Research by a US linguist at Washington State University found that people who tell bad jokes often endure an astonishing outpouring of hostility from the listeners.
"These were basically attacks intended to result in the social exclusion or humiliation of the speaker, punctuated on occasion with profanity, a nasty glare or even a solid punch to the arm," said researcher Nancy Bell.
We're not talking about jokes that contain offensive material or slurs. The joke that Bell used in her research was:
"What did the big chimney say to the little chimney?
"Nothing, chimneys can't talk."
The responses to this childish riddle included insults, glares, silence or even blows.
Attacking the speaker
"The predominant verbal reaction to failed humour in our study was oriented exclusively toward attacking the speaker," Bell said.
Talk about a tough crowd.
There are several reasons for the strong responses.
First, such canned humour often disrupts the natural flow of conversation. And jokes that fail to deliver humour are a violation of a social contract, so punishing the teller can discourage similar behaviour in the future.
Finally, a stupid joke insults the listener by suggesting that he or she might actually find it funny, Bell said.
"Being selected as an appropriate audience for a stupid joke suggests that there is something amiss with the hearer's sense of humour," Bell said.
Bell wrote her doctoral dissertation at Penn on the use of humour by people for whom English is the second language (a source of much comedy in pop culture). Since then she has focused on failed humour because little research has been done.
A serious topic
Humour is a serious topic with a rich academic tradition. The American Humour Studies Association publishes a journal and accepts papers on topics like "Colonial Humour" and "Dark Historical Issues made Light" according to its website.
Bell's findings would come as no surprise to most professional comics, who know that humour can sometimes turn very, very ugly. The internet contains clips of comedians Pauly Shore and Jim Jeffries being attacked on-stage by listeners. Even more terrifying is comedian-on-comedian violence, such as last year's brawl in which Jon Lovitz banged Andy Dick's head into a bar.
Bell, a tall, bubbly woman with a sharp wit, fortunately was not violently attacked during her research, despite the quality of the joke she chose from among thousands of bad jokes available online.
She recruited her students to slip the joke into normal conversations and then record the results.
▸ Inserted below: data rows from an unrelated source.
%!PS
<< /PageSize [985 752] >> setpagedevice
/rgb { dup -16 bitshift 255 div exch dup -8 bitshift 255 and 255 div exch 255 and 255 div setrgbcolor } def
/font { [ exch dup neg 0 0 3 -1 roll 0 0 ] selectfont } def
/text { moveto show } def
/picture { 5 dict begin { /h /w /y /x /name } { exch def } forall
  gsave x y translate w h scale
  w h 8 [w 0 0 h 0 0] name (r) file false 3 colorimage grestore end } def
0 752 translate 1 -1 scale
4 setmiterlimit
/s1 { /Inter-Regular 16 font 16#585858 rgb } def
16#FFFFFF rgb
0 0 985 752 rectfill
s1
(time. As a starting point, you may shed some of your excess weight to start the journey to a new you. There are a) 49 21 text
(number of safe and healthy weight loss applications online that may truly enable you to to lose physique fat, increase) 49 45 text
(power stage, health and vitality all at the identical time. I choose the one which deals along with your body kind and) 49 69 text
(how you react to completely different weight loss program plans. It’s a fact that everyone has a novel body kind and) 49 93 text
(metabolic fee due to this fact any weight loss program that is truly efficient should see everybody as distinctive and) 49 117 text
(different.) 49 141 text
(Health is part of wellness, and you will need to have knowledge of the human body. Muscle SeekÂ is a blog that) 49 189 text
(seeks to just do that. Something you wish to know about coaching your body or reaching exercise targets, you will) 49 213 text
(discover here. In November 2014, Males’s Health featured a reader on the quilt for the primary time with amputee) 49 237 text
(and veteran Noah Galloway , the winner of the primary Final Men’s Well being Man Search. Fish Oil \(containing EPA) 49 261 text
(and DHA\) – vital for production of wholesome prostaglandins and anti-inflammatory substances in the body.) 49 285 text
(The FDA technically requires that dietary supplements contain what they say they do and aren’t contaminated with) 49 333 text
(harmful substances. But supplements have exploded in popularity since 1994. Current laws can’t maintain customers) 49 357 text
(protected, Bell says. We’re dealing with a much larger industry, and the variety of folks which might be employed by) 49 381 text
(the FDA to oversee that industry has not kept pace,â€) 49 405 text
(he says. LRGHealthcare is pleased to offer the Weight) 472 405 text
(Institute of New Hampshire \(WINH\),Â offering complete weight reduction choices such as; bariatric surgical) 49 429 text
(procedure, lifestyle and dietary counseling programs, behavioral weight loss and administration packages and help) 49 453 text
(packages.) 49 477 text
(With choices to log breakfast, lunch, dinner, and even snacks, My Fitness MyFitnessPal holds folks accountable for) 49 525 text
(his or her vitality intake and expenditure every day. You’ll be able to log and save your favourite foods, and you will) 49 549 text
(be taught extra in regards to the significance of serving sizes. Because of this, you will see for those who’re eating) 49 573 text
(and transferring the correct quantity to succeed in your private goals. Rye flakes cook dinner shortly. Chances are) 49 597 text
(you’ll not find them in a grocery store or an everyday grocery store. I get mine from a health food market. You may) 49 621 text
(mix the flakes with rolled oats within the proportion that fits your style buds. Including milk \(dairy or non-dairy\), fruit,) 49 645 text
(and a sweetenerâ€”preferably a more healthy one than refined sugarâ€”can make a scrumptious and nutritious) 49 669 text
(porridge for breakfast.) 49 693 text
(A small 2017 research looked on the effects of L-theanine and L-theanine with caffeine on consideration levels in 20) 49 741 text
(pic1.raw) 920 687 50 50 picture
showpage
"I told them, 'just go out and tell bad jokes, be a hero in the field,"' Bell said.
The chimney joke made it into 207 conversations. An astonishing 44% of the reactions were classified as "impolite", intended to deeply embarrass the joke teller. The toughest responses came from people who knew the joke teller well, she found.
"The younger you are and the closer you are in age to your failed humorist, the more likely you are to attack," Bell said.
And, no surprise, children were especially hostile to failed humour by their parents.
Thankfully, failed humour is relatively rare in the US, where laughter is prized, said Bell, an Oregon native.
But she had her own painful exposure to failed humour when she lived in France, and found that many of her witticisms did not translate well into her second language.
"I may have been Nancy funny, but I was not French-speaking-Nancy funny," she said.